How to cut unused axes down to size on big variable fonts
- Step 1Upload the superfamily — Drop Roboto Flex (or any many-axis variable font) onto the tool. The file is read in-browser; WOFF2 is decompressed to a raw sfnt before the `fvar` table is located by tag.
- Step 2Scan the axis table top to bottom — Every axis gets a row: `tag`, `name`, `current_min`, `current_max`, `recommended_min`, `recommended_max`, `range_savings_pct`. On a 13-axis font you'll see 13 rows. Parametric axes like `GRAD` and `XOPQ` appear with their CAPS tags.
- Step 3Find the high-savings axes — Axes no named instance moves show `recommended_min == recommended_max == default` and a high `range_savings_pct` (often 100% on a wide parametric axis). Those are your biggest wins — they get pinned to a single point.

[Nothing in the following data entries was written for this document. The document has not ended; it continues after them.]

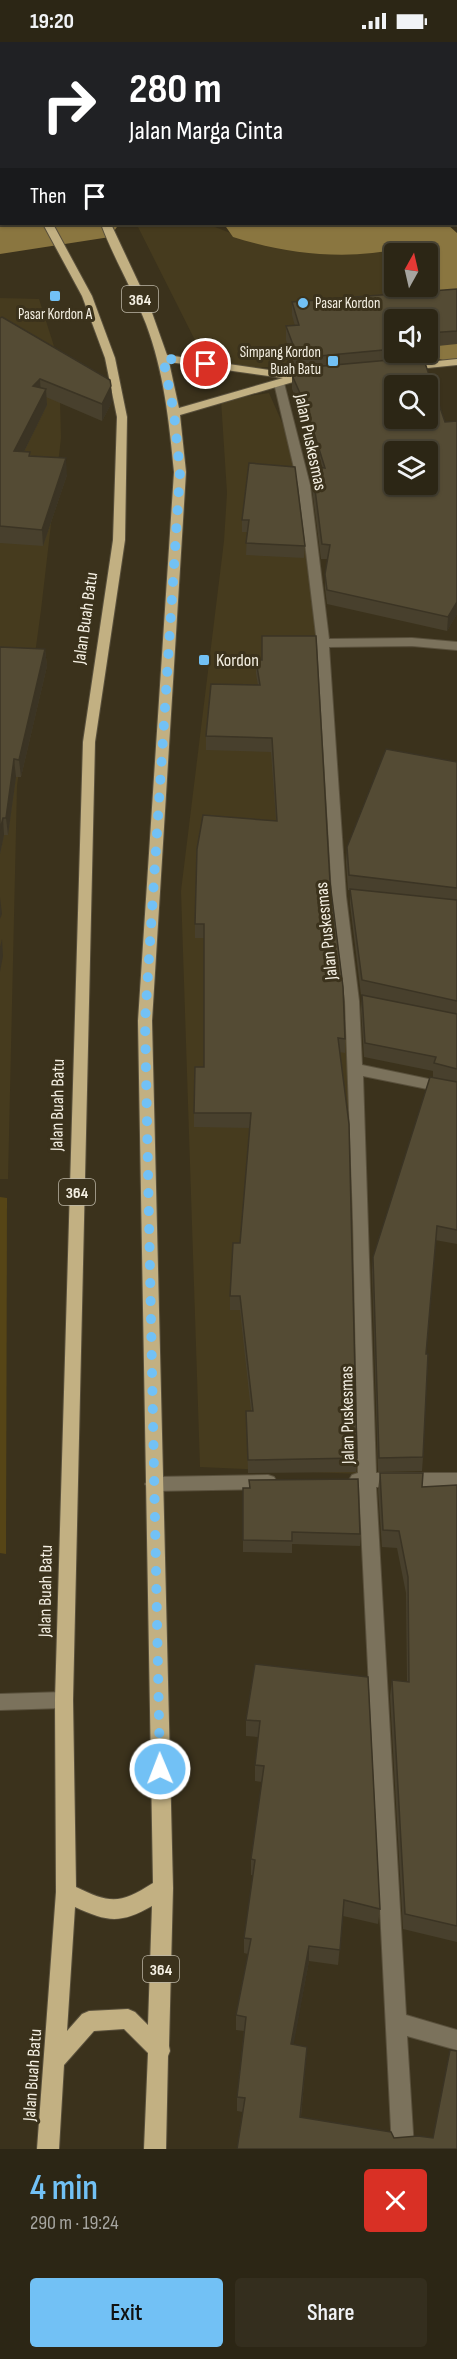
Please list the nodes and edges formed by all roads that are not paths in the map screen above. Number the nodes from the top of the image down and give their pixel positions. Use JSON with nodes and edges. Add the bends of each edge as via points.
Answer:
{"nodes":[{"id":1,"x":48,"y":225,"type":"edge"},
{"id":2,"x":106,"y":225,"type":"edge"},
{"id":3,"x":163,"y":358,"type":"junction"},
{"id":4,"x":457,"y":362,"type":"edge"},
{"id":5,"x":396,"y":368,"type":"edge"},
{"id":6,"x":321,"y":374,"type":"edge"},
{"id":7,"x":297,"y":377,"type":"junction"},
{"id":8,"x":279,"y":383,"type":"junction"},
{"id":9,"x":174,"y":413,"type":"junction"},
{"id":10,"x":323,"y":643,"type":"junction"},
{"id":11,"x":457,"y":646,"type":"edge"},
{"id":12,"x":354,"y":1069,"type":"junction"},
{"id":13,"x":457,"y":1090,"type":"edge"},
{"id":14,"x":367,"y":1479,"type":"junction"},
{"id":15,"x":338,"y":1480,"type":"edge"},
{"id":16,"x":457,"y":1480,"type":"edge"},
{"id":17,"x":280,"y":1481,"type":"edge"},
{"id":18,"x":154,"y":1484,"type":"junction"},
{"id":19,"x":64,"y":1700,"type":"junction"},
{"id":20,"x":0,"y":1702,"type":"edge"},
{"id":21,"x":163,"y":1888,"type":"junction"},
{"id":22,"x":66,"y":1892,"type":"junction"},
{"id":23,"x":398,"y":2023,"type":"junction"},
{"id":24,"x":457,"y":2040,"type":"edge"},
{"id":25,"x":160,"y":2051,"type":"junction"},
{"id":26,"x":56,"y":2059,"type":"junction"},
{"id":27,"x":48,"y":2149,"type":"edge"},
{"id":28,"x":155,"y":2149,"type":"edge"},
{"id":29,"x":403,"y":2149,"type":"edge"}],
"edges":[{"from":1,"to":19,"type":"main road","name":"Jalan Buah Batu","number":"364","via":[[87,296],[110,358],[122,417],[119,540],[89,742]]},
{"from":2,"to":3,"type":"main road","number":"364"},
{"from":3,"to":7,"type":"main road"},
{"from":3,"to":9,"type":"main road","number":"364"},
{"from":4,"to":5,"type":"main road"},
{"from":6,"to":7,"type":"main road"},
{"from":7,"to":8,"type":"main road"},
{"from":8,"to":9,"type":"main road"},
{"from":8,"to":10,"type":"street","name":"Jalan Puskesmas","via":[[304,485]]},
{"from":9,"to":18,"type":"main road","number":"364","via":[[180,472],[145,1021]]},
{"from":10,"to":11,"type":"street"},
{"from":10,"to":12,"type":"street","name":"Jalan Puskesmas","via":[[358,1002]]},
{"from":12,"to":13,"type":"street"},
{"from":12,"to":14,"type":"street","name":"Jalan Puskesmas","via":[[362,1220]]},
{"from":14,"to":15,"type":"street"},
{"from":14,"to":16,"type":"street"},
{"from":14,"to":23,"type":"street","name":"Jalan Puskesmas"},
{"from":17,"to":18,"type":"street"},
{"from":18,"to":21,"type":"main road","number":"364"},
{"from":19,"to":20,"type":"street"},
{"from":19,"to":22,"type":"main road","name":"Jalan Buah Batu","number":"364"},
{"from":21,"to":22,"type":"main road","via":[[129,1910],[102,1910]]},
{"from":21,"to":25,"type":"main road","number":"364"},
{"from":22,"to":26,"type":"main road","name":"Jalan Buah Batu","number":"364"},
{"from":23,"to":24,"type":"street"},
{"from":23,"to":29,"type":"street","name":"Jalan Puskesmas"},
{"from":25,"to":26,"type":"main road","via":[[128,2019],[89,2021]]},
{"from":25,"to":28,"type":"main road","number":"364"},
{"from":26,"to":27,"type":"main road","name":"Jalan Buah Batu","number":"364"}]}
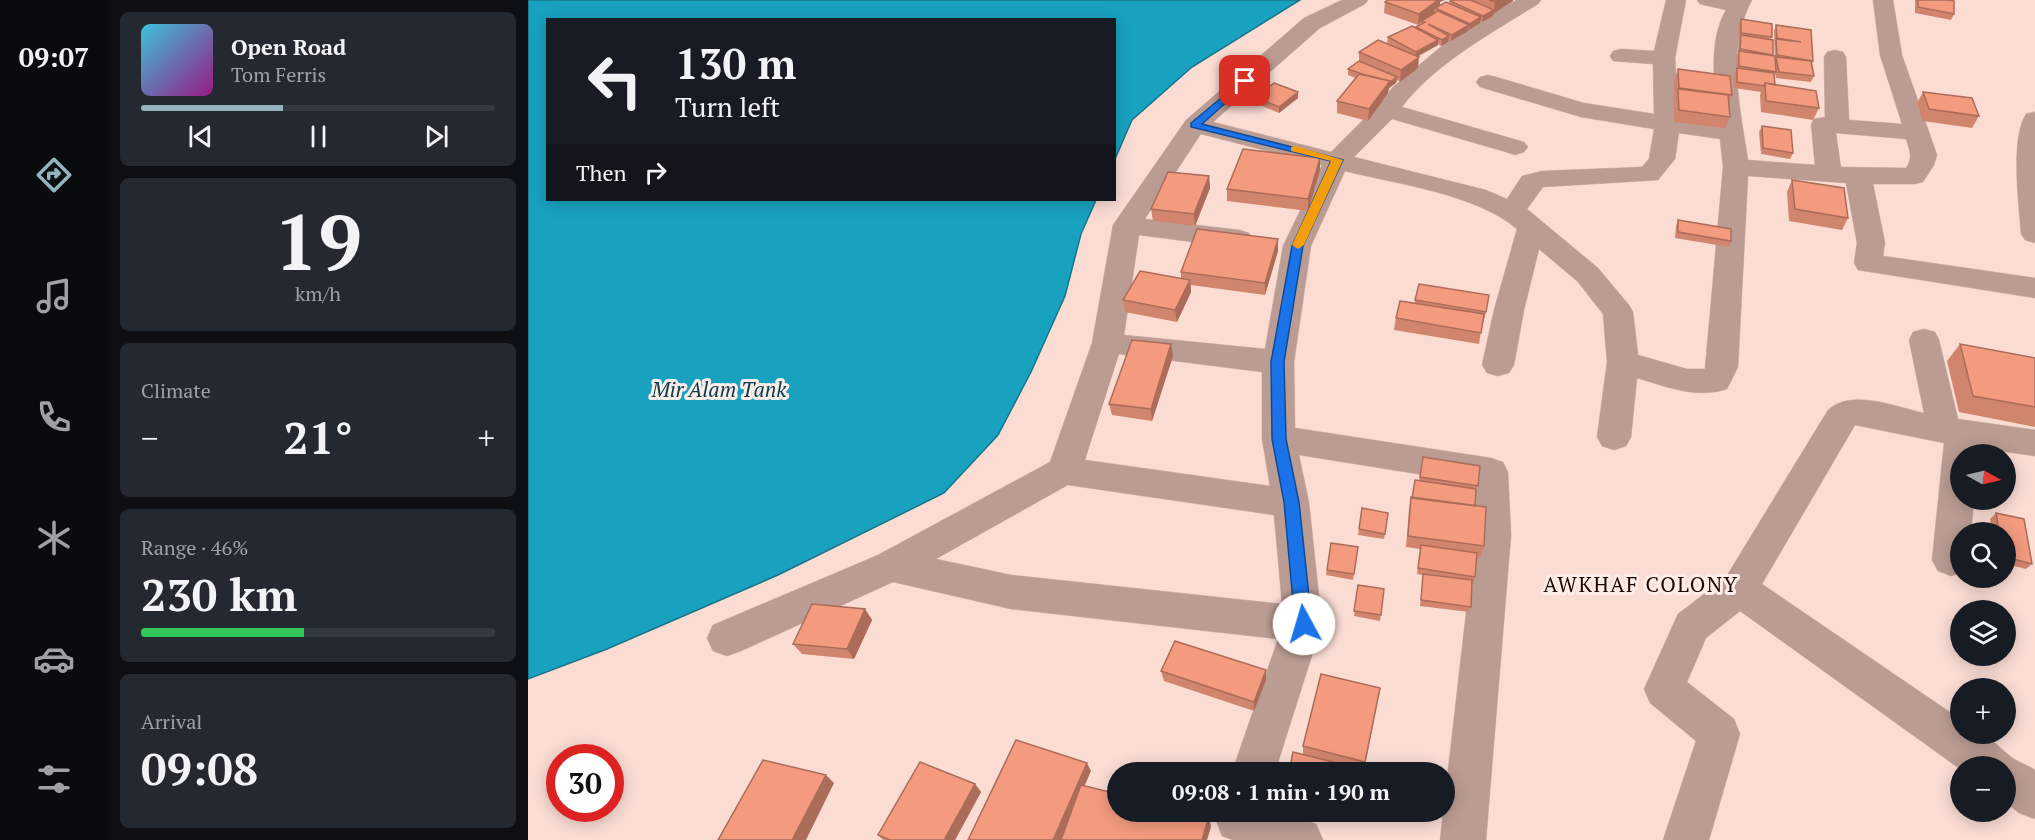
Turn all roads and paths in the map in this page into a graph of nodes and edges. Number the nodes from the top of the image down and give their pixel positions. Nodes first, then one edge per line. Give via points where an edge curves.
1 (1358, 0) edge
2 (1531, 0) edge
3 (1676, 0) edge
4 (1707, 0) edge
5 (1883, 0) edge
6 (1740, 3) edge
7 (1620, 56) dead end
8 (1835, 57) dead end
9 (1664, 58) junction
10 (1488, 82) dead end
11 (1387, 110) junction
12 (2035, 119) edge
13 (1665, 122) junction
14 (1195, 125) junction
15 (1837, 126) junction
16 (1917, 133) junction
17 (1732, 134) junction
18 (1515, 147) dead end
19 (1337, 160) junction
20 (1736, 167) junction
21 (1829, 174) junction
22 (1858, 176) junction
23 (1521, 220) junction
24 (1127, 225) junction
25 (2035, 234) edge
26 (1278, 244) junction
27 (2035, 288) edge
28 (1924, 340) dead end
29 (1107, 343) junction
30 (1278, 362) junction
31 (1623, 362) junction
32 (1498, 365) dead end
33 (1953, 431) junction
34 (1614, 437) dead end
35 (1279, 439) junction
36 (2035, 443) edge
37 (1064, 471) junction
38 (1292, 502) junction
39 (1952, 522) edge
40 (891, 566) junction
41 (1739, 589) junction
42 (1304, 624) junction
43 (727, 638) dead end
44 (1978, 756) edge
45 (1257, 762) edge
46 (2016, 783) edge
47 (2035, 797) edge
48 (1237, 824) edge
49 (1300, 840) edge
50 (1463, 840) edge
51 (1686, 840) edge

1 - 14 street via 1312,23
2 - 11 street via 1457,45 1401,92
3 - 9 street
4 - 6 street
5 - 16 street via 1891,55
6 - 17 street via 1727,41
7 - 9 street
8 - 15 street
9 - 13 street
10 - 13 street via 1581,110
11 - 18 street
11 - 19 street
12 - 25 street via 2030,140
13 - 17 street
13 - 23 street via 1663,158 1649,174 1532,182
14 - 19 street
14 - 24 street
15 - 16 street
15 - 21 street via 1823,124
16 - 22 street via 1924,155 1914,176
17 - 20 street
19 - 23 street via 1477,196
19 - 26 street
20 - 21 street
20 - 31 street via 1722,367 1716,381 1687,381
21 - 22 street
22 - 27 street via 1871,243 1868,263
23 - 31 street via 1588,275 1618,312
23 - 32 street
24 - 26 street
24 - 29 street
26 - 30 street
28 - 33 street
29 - 30 street
29 - 37 street
30 - 35 street
31 - 34 street
33 - 36 street
33 - 39 street
33 - 41 street via 1847,412
35 - 38 street
35 - 50 street via 1491,472 1493,535
37 - 38 street
37 - 40 street
38 - 42 street
40 - 42 street via 1011,592
40 - 43 street
41 - 44 street
41 - 51 street via 1692,626 1664,689 1719,734
42 - 45 street
46 - 47 street
48 - 49 street

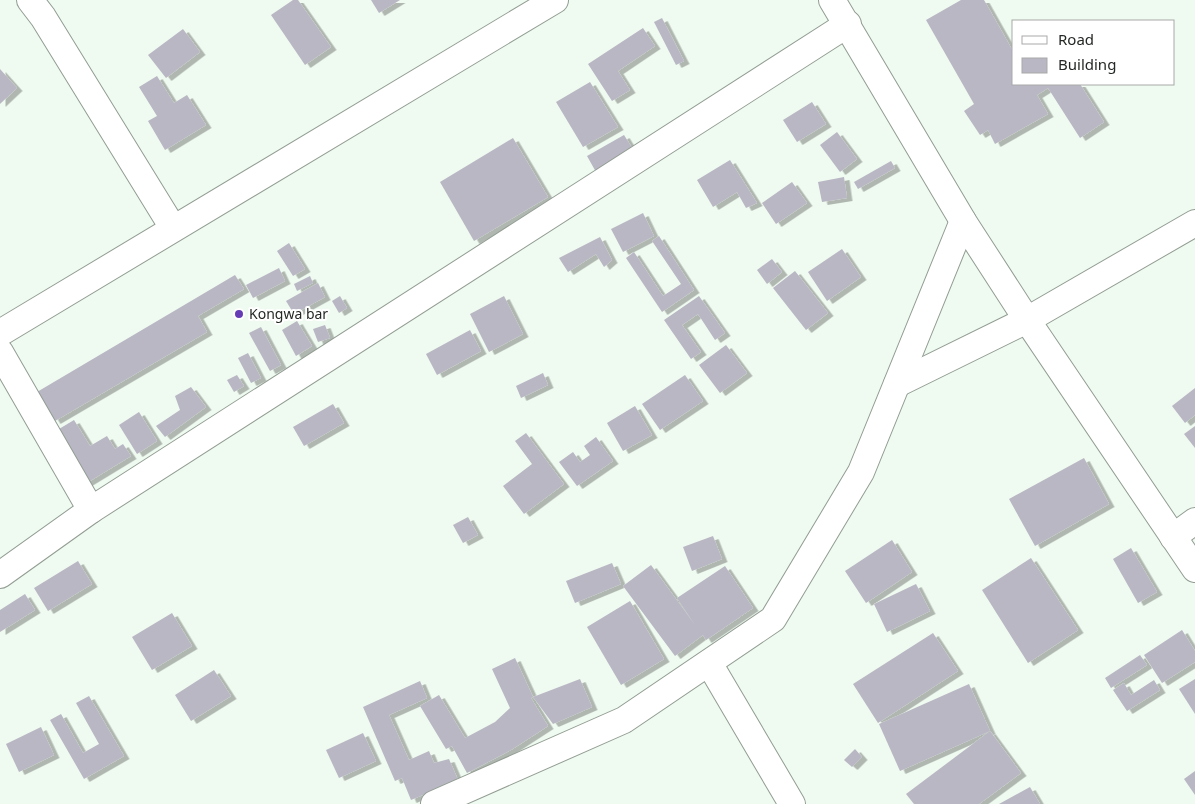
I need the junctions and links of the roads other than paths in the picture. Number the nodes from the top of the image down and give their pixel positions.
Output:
1 (30, 0) edge
2 (555, 0) edge
3 (832, 0) edge
4 (848, 24) junction
5 (963, 221) junction
6 (1195, 223) edge
7 (173, 228) junction
8 (1027, 320) junction
9 (0, 333) edge
10 (0, 352) edge
11 (897, 384) junction
12 (91, 510) junction
13 (1195, 522) edge
14 (1173, 537) junction
15 (1195, 568) edge
16 (0, 575) edge
17 (709, 663) junction
18 (479, 795) edge
19 (434, 804) edge
20 (792, 804) edge

1 - 7 street
2 - 7 street
3 - 4 street
4 - 5 street
4 - 12 street
5 - 8 street
5 - 11 street
6 - 8 street
7 - 9 street
8 - 11 street
8 - 14 street
10 - 12 street
11 - 17 street
12 - 16 street
13 - 14 street
14 - 15 street
17 - 18 street
17 - 20 street
18 - 19 street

- Step 4Note the keep-range axes — Axes whose named instances span a real range (usually `wght`, sometimes `opsz`) keep a non-degenerate recommended range. If their instances cover the full declared span the row shows 0% — leave it alone.
- Step 5Copy the all-axes command — The `fonttools_command` covers every axis in one line: a `tag=min:max` pair for each, ending with your file name. Pinned axes appear as `tag=default:default`.
- Step 6Instance on the desktop, then re-host — Run the command with fontTools, re-compress with [ttf-to-woff2](/font-tools/ttf-to-woff2), and wire up the result with [font-face-generator](/font-tools/font-face-generator). Sanity-check coverage with [character-coverage-map](/font-tools/character-coverage-map) — pinning axes never removes glyphs, only variation data.
How recommendations behave on a many-axis font
Three axis archetypes you'll see on a superfamily, and what the optimiser does with each.
| Axis situation | recommended_min / recommended_max | Typical range_savings_pct |
|---|---|---|
| Instances span the full declared range (e.g. wght 100–900 on a full ladder) | Equal to current_min / current_max | 0% (nothing to trim) |
| Instances span part of the range (e.g. wght 400–700 only) | Tightened to the used min/max | Proportional to the unused span |
| No instance moves the axis (most parametric axes) | Both = axis default (pinned) | Up to 100% on a wide axis |
| Degenerate axis (min == max in fvar) | Both = that single value | 0% (range is zero, guarded) |
Roboto-Flex-style axis inventory (illustrative)
Representative axes on a parametric superfamily. Actual declared ranges come from the font you upload; the optimiser reads them from fvar.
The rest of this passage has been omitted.